Interestingly, it is a pork process that has become more under the table and harder to identify than the pre-"reform" period when money was imply added in line items in the endless tables for spending for research and development and procurement. At least then, the pork was easy to identify, and a little work could tabulate the total cost; today, under the "transparency" regime, it is more deeply buried, and the cost is impossible to calculate.
In truth, not all of the briefing and report requirements are porky. Some call for information on legitimate issues, such as military suicide, financial management, arms control and wasted spending in Afghanistan. However, these real issue study-requirements are the distinct minority. By my count, just 11 of the 89 briefing demands and 49 of the 174 report requirements from DOD appeared to address legitimate policy issues. I assume the 36 additional requirements for GAO or DOD IG reports are not pork-driven, but my assumption is not guaranteed to be correct. In my own experience in the Senate, I found GAO happy to perform pork-derived research (and to be willing to ensure it came to the "right" conclusion), but I cannot say if such attitudes persist in parts of GAO today.

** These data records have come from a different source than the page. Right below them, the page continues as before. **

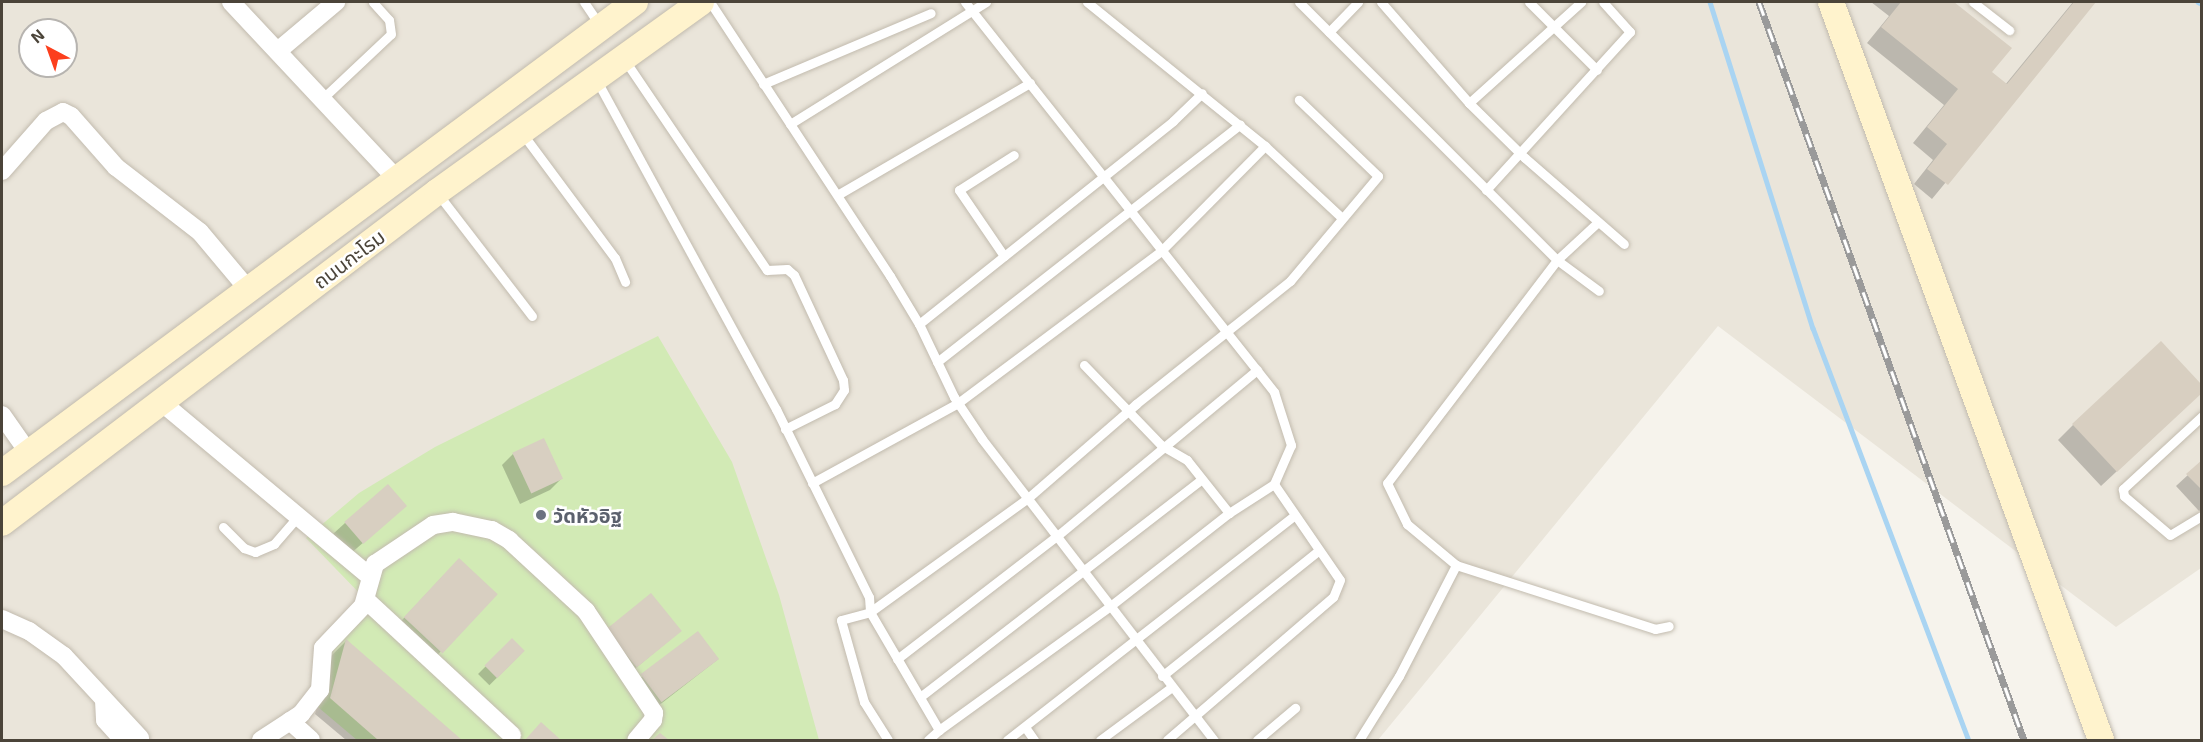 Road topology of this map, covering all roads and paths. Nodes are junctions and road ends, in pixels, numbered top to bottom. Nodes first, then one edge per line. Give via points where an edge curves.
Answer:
1 (231, 2) edge
2 (336, 2) edge
3 (373, 2) edge
4 (584, 2) edge
5 (634, 2) edge
6 (701, 2) edge
7 (710, 2) edge
8 (965, 2) edge
9 (986, 2) edge
10 (1087, 2) edge
11 (1299, 2) edge
12 (1358, 2) edge
13 (1382, 2) edge
14 (1529, 2) edge
15 (1581, 2) edge
16 (1603, 2) edge
17 (1831, 2) edge
18 (1973, 2) edge
19 (973, 12) junction
20 (931, 13) dead end
21 (1552, 26) junction
22 (601, 27) junction
23 (2009, 30) dead end
24 (1329, 32) junction
25 (279, 50) junction
26 (622, 57) junction
27 (1596, 70) junction
28 (594, 77) junction
29 (1030, 83) junction
30 (763, 84) junction
31 (1202, 93) junction
32 (323, 98) junction
33 (1299, 100) dead end
34 (1469, 103) junction
35 (790, 124) junction
36 (1240, 124) junction
37 (520, 131) junction
38 (1266, 146) junction
39 (1014, 155) dead end
40 (1521, 155) junction
41 (2, 171) edge
42 (1103, 176) junction
43 (395, 177) junction
44 (1486, 190) junction
45 (437, 192) junction
46 (839, 194) junction
47 (1131, 212) junction
48 (1341, 217) junction
49 (1598, 222) junction
50 (1624, 244) dead end
51 (1161, 251) junction
52 (1004, 256) junction
53 (1557, 260) junction
54 (625, 282) dead end
55 (247, 288) junction
56 (1599, 291) dead end
57 (532, 316) dead end
58 (919, 324) junction
59 (1227, 332) junction
60 (938, 362) junction
61 (1084, 365) dead end
62 (1257, 370) junction
63 (160, 401) junction
64 (958, 402) junction
65 (1128, 410) junction
66 (2, 415) edge
67 (2202, 416) edge
68 (785, 429) junction
69 (1166, 448) junction
70 (28, 452) junction
71 (2, 473) edge
72 (1202, 479) junction
73 (812, 483) junction
74 (1274, 484) junction
75 (1028, 498) junction
76 (1229, 513) junction
77 (1295, 515) junction
78 (298, 516) junction
79 (2202, 516) edge
80 (2, 522) edge
81 (223, 527) dead end
82 (1057, 536) junction
83 (1319, 550) junction
84 (1456, 565) junction
85 (1084, 573) junction
86 (369, 576) junction
87 (366, 600) junction
88 (1109, 607) junction
89 (870, 612) junction
90 (2, 619) edge
91 (1669, 626) dead end
92 (1135, 641) junction
93 (897, 659) junction
94 (1162, 676) junction
95 (1172, 687) junction
96 (920, 697) junction
97 (1295, 708) dead end
98 (1195, 716) junction
99 (290, 721) junction
100 (1025, 727) junction
101 (939, 729) junction
102 (512, 735) dead end
103 (131, 739) edge
104 (261, 741) edge
105 (311, 741) edge
106 (636, 741) edge
107 (888, 741) edge
108 (928, 741) edge
109 (1007, 741) edge
110 (1034, 741) edge
111 (1100, 741) edge
112 (1167, 741) edge
113 (1214, 741) edge
114 (1257, 741) edge
115 (1359, 741) edge
116 (2101, 741) edge

1 - 25 street
2 - 25 street
3 - 32 lane via 389,20 391,34
4 - 22 lane
5 - 22 main road, ถนนกะโรม
6 - 26 main road, ถนนกะโรม
7 - 30 lane
8 - 19 lane
9 - 19 lane
10 - 31 lane
11 - 24 lane
12 - 24 lane
13 - 34 lane
14 - 21 lane
15 - 21 lane
16 - 27 lane via 1630,32
17 - 116 main road
18 - 23 lane
19 - 29 lane
19 - 35 lane
20 - 30 lane
21 - 27 lane
21 - 34 lane
22 - 26 main road
22 - 43 main road, ถนนกะโรม
24 - 44 lane
25 - 32 street
26 - 28 main road, ถนนกะโรม
26 - 68 lane via 767,270 787,269 794,275 843,380 841,398 835,404
27 - 40 lane
28 - 37 main road, ถนนกะโรม
28 - 68 lane
29 - 42 lane
29 - 46 lane
30 - 35 lane
31 - 36 lane
31 - 42 lane
32 - 43 street
33 - 48 lane via 1378,176
34 - 40 lane
35 - 46 lane
36 - 38 lane
36 - 47 lane
37 - 45 main road, ถนนกะโรม
37 - 54 lane via 611,252
38 - 48 lane
38 - 51 lane
39 - 52 lane via 959,190
40 - 44 lane
40 - 49 lane
41 - 55 street via 46,121 63,112 116,167 200,232
42 - 47 lane
42 - 52 lane
43 - 55 main road, ถนนกะโรม
44 - 53 lane
45 - 57 lane
45 - 63 main road, ถนนกะโรม
46 - 58 lane
47 - 51 lane
47 - 60 lane
48 - 59 lane via 1290,281
49 - 50 lane
49 - 53 lane
51 - 59 lane
51 - 64 lane
52 - 58 lane
53 - 56 lane
53 - 84 lane via 1387,483 1407,524
55 - 70 main road, ถนนกะโรม
58 - 60 lane
59 - 62 lane
59 - 65 lane
60 - 64 lane
61 - 65 lane
62 - 69 lane
62 - 74 lane via 1274,392 1291,445
63 - 78 street
63 - 80 main road, ถนนกะโรม
64 - 73 lane
64 - 75 lane
65 - 69 lane
65 - 75 lane
66 - 70 street
67 - 79 lane via 2124,489 2124,496 2170,535
68 - 73 lane
69 - 72 lane via 1187,460
69 - 82 lane
70 - 71 main road, ถนนกะโรม
72 - 76 lane
72 - 85 lane
73 - 89 lane via 869,597
74 - 76 lane
74 - 77 lane
75 - 82 lane
75 - 89 lane
76 - 88 lane
77 - 83 lane
77 - 92 lane
78 - 81 lane via 274,544 255,552 244,548
78 - 86 street
82 - 85 lane
82 - 93 lane
83 - 94 lane
83 - 98 lane via 1340,580 1333,597
84 - 91 lane via 1655,629
84 - 115 lane via 1399,676
85 - 88 lane
85 - 96 lane
86 - 87 street
86 - 106 street via 388,553 433,525 453,522 492,530 509,540 586,611 654,713
87 - 99 street via 323,648 320,690 301,714
87 - 102 street
88 - 92 lane
88 - 101 lane
89 - 93 lane
89 - 107 lane via 841,620 864,702
90 - 103 street via 49,644 104,700
92 - 94 lane
92 - 100 lane
93 - 96 lane
94 - 95 lane
95 - 98 lane
95 - 111 lane
96 - 101 lane
97 - 114 lane
98 - 112 lane
98 - 113 lane
99 - 104 street
99 - 105 street
100 - 109 lane
100 - 110 lane
101 - 108 lane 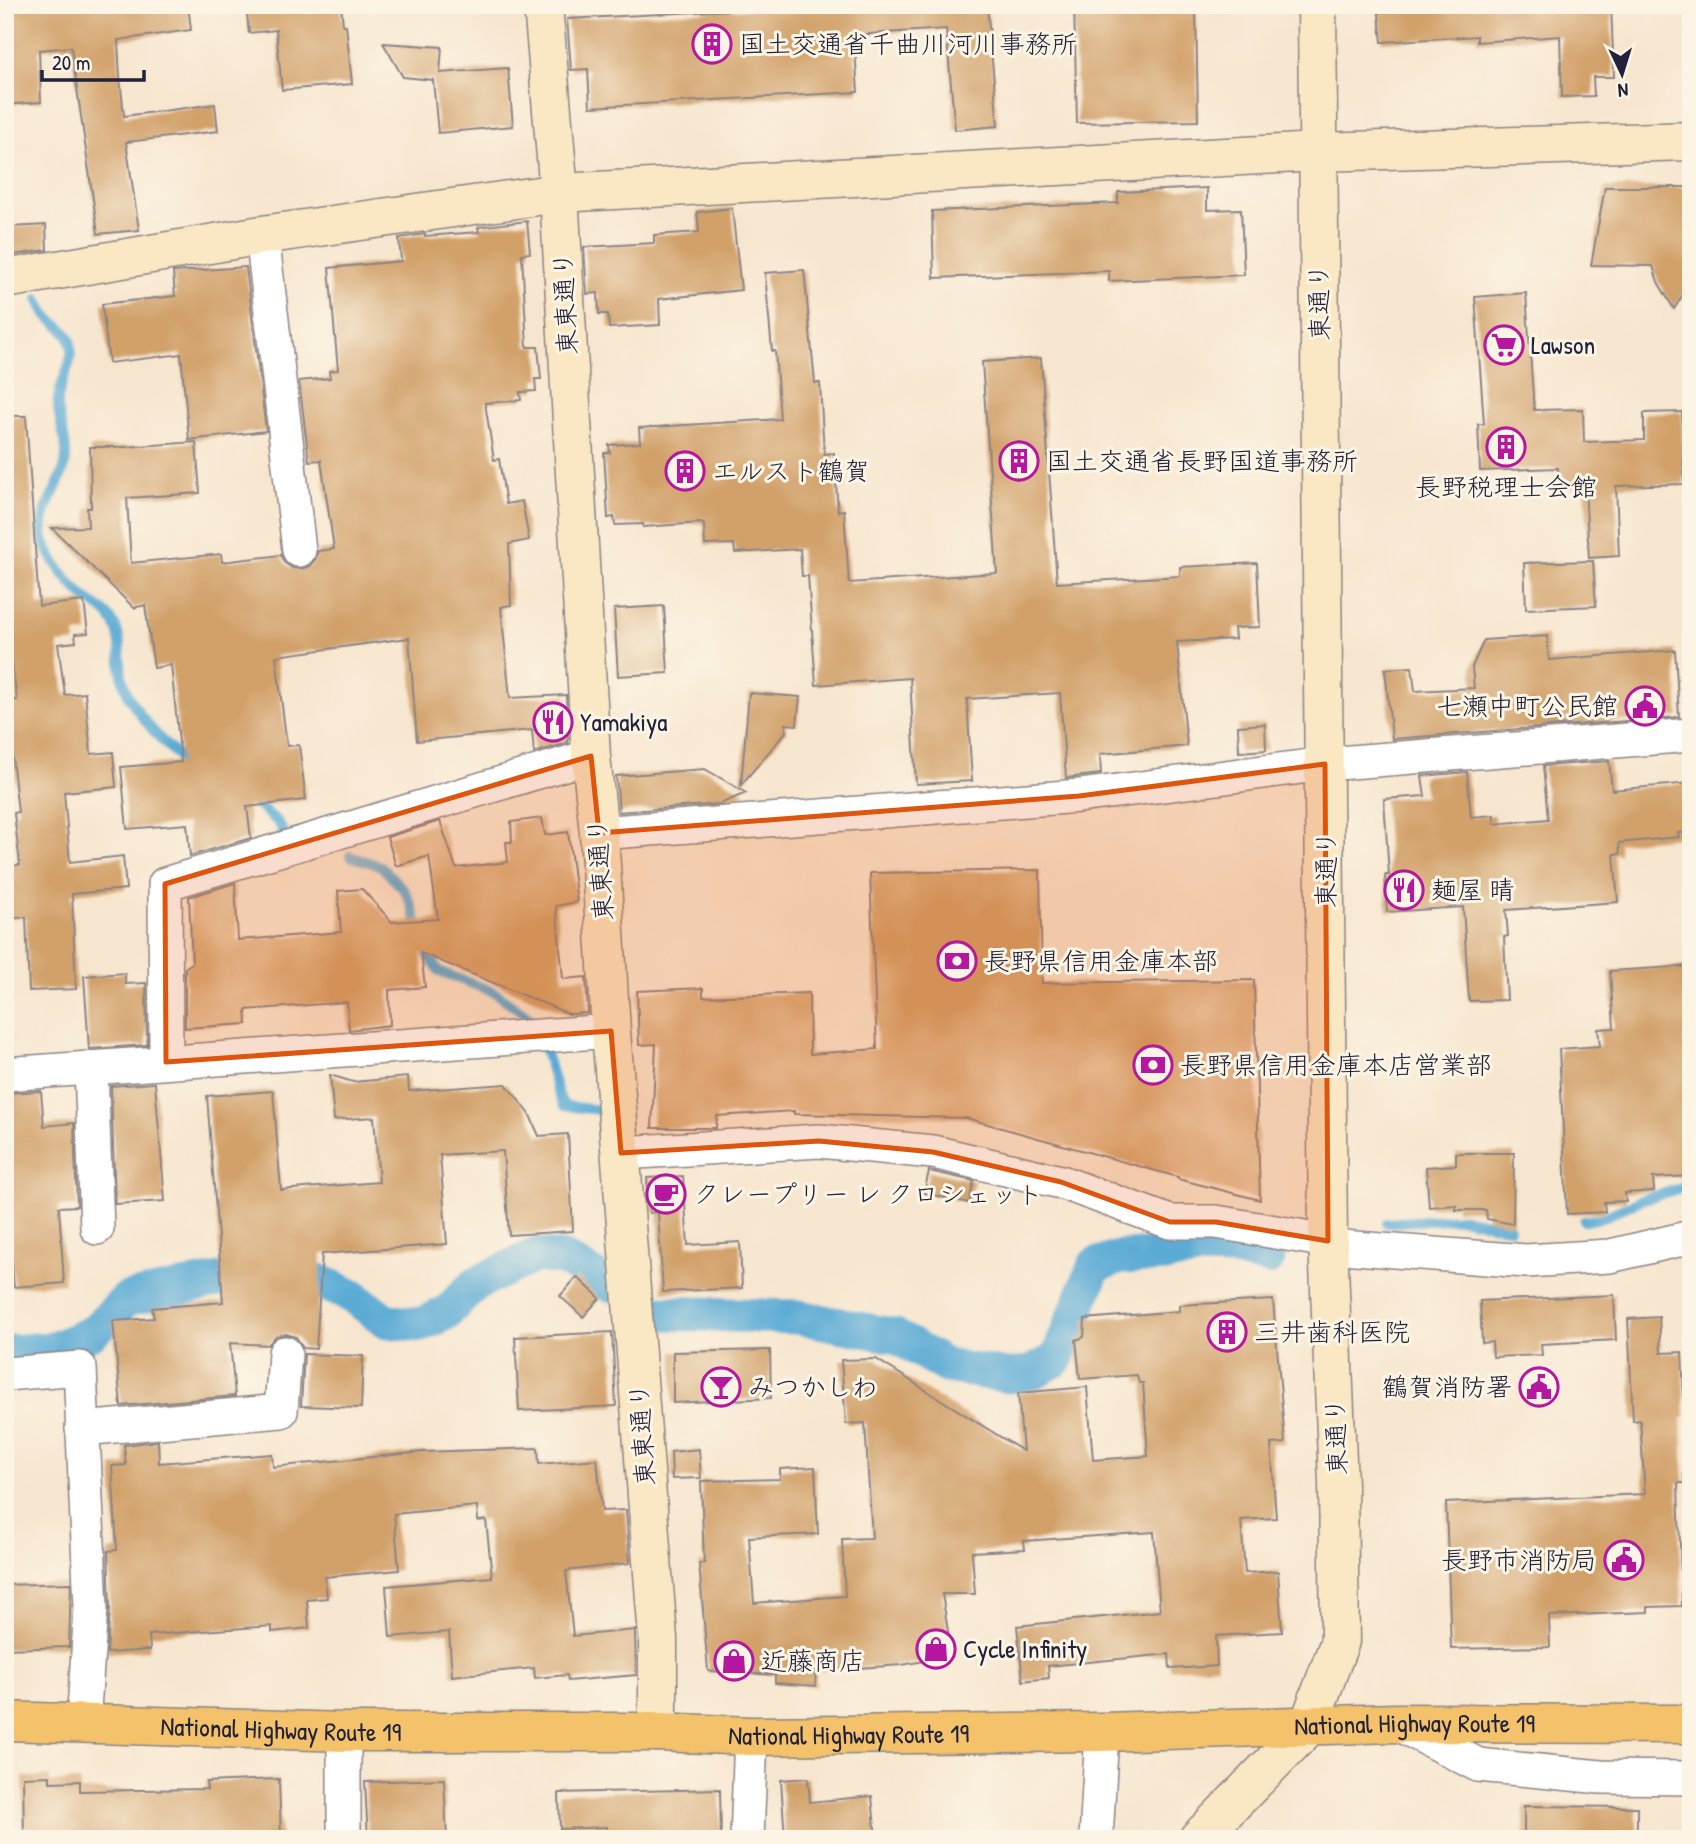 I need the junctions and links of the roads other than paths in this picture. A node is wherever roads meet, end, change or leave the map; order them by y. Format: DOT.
graph roads {
  1 [pos="543,5"];
  2 [pos="1317,5"];
  3 [pos="1691,141"];
  4 [pos="1317,152"];
  5 [pos="559,194"];
  6 [pos="262,234"];
  7 [pos="5,279"];
  8 [pos="299,550"];
  9 [pos="1691,736"];
  10 [pos="591,756"];
  11 [pos="1325,764"];
  12 [pos="599,833"];
  13 [pos="611,1031"];
  14 [pos="166,1062"];
  15 [pos="91,1068"];
  16 [pos="5,1074"];
  17 [pos="621,1153"];
  18 [pos="97,1228"];
  19 [pos="1691,1237"];
  20 [pos="1329,1243"];
  21 [pos="285,1353"];
  22 [pos="5,1374"];
  23 [pos="82,1429"];
  24 [pos="5,1721"];
  25 [pos="1396,1723"];
  26 [pos="83,1724"];
  27 [pos="1691,1724"];
  28 [pos="1308,1727"];
  29 [pos="344,1732"];
  30 [pos="658,1732"];
  31 [pos="1102,1732"];
  32 [pos="751,1736"];
  33 [pos="1691,1778"];
  34 [pos="344,1839"];
  35 [pos="747,1839"];
  36 [pos="1096,1839"];
  37 [pos="1198,1839"];
  1 -- 5 [label="street, 東東通り"];
  2 -- 4 [label="street, 東通り"];
  3 -- 4 [label="street"];
  4 -- 5 [label="street"];
  4 -- 11 [label="street, 東通り"];
  5 -- 6 [label="street"];
  5 -- 10 [label="street, 東東通り"];
  6 -- 7 [label="street"];
  6 -- 8 [label="street"];
  9 -- 11 [label="street"];
  10 -- 12 [label="street, 東東通り"];
  10 -- 14 [label="street"];
  11 -- 12 [label="street"];
  11 -- 20 [label="street, 東通り"];
  12 -- 13 [label="street, 東東通り"];
  13 -- 14 [label="street"];
  13 -- 17 [label="street, 東東通り"];
  14 -- 15 [label="street"];
  15 -- 16 [label="street"];
  15 -- 18 [label="street"];
  17 -- 20 [label="street"];
  17 -- 30 [label="street, 東東通り"];
  19 -- 20 [label="street"];
  20 -- 28 [label="street, 東通り"];
  21 -- 23 [label="street"];
  22 -- 23 [label="street"];
  23 -- 26 [label="street"];
  24 -- 26 [label="highway, National Highway Route 19"];
  25 -- 27 [label="highway, National Highway Route 19"];
  25 -- 28 [label="highway, National Highway Route 19"];
  25 -- 33 [label="street"];
  26 -- 29 [label="highway, National Highway Route 19"];
  28 -- 31 [label="highway, National Highway Route 19"];
  28 -- 37 [label="street"];
  29 -- 30 [label="highway, National Highway Route 19"];
  29 -- 34 [label="street"];
  30 -- 32 [label="highway, National Highway Route 19"];
  31 -- 32 [label="highway, National Highway Route 19"];
  31 -- 36 [label="street"];
  32 -- 35 [label="street"];
}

Despite having huge staff resources available to itself to study and report on an endless variety of important subjects, the HASC selects instead to impose hundreds of studies and briefings on obscure subjects that staff and members can then convert to spending in future budgets. Looking at the actual subject matters at hand and how the committee report expresses itself on them, it is quite clear that the prime interest is not research and oversight but instead is the advancement of "congressional interest items," better characterized as pork.
Perhaps a clear, but unobtrusive, indicator of the HASC's real intent is an obscure section in the bill. Section 334 requires the DOD Comptroller to report to Congress on "the readiness and cost impacts of the reductions in operation and maintenance funding required" by the bill. In other words, having effected its arbitrary, unexplained cuts in the O&M section of the bill (discussed above), the HASC wants DOD to explain to the HASC just what it, the HASC, has done. The HASC staff will be doing more important things: attending to those hundreds of briefings and reports on obscure-but very carefully selected-matters. On military readiness-a fundamentally important subject--DOD's word is good enough; no need for any independent, objective review.
Oversight at the HASC is as much a sham as is its "transparency."
More Pork
Scattered through the committee report are hundreds of "items of special interest." These include many of the briefing and report requirements, discussed above, but they also list other items that look very much like still more pork.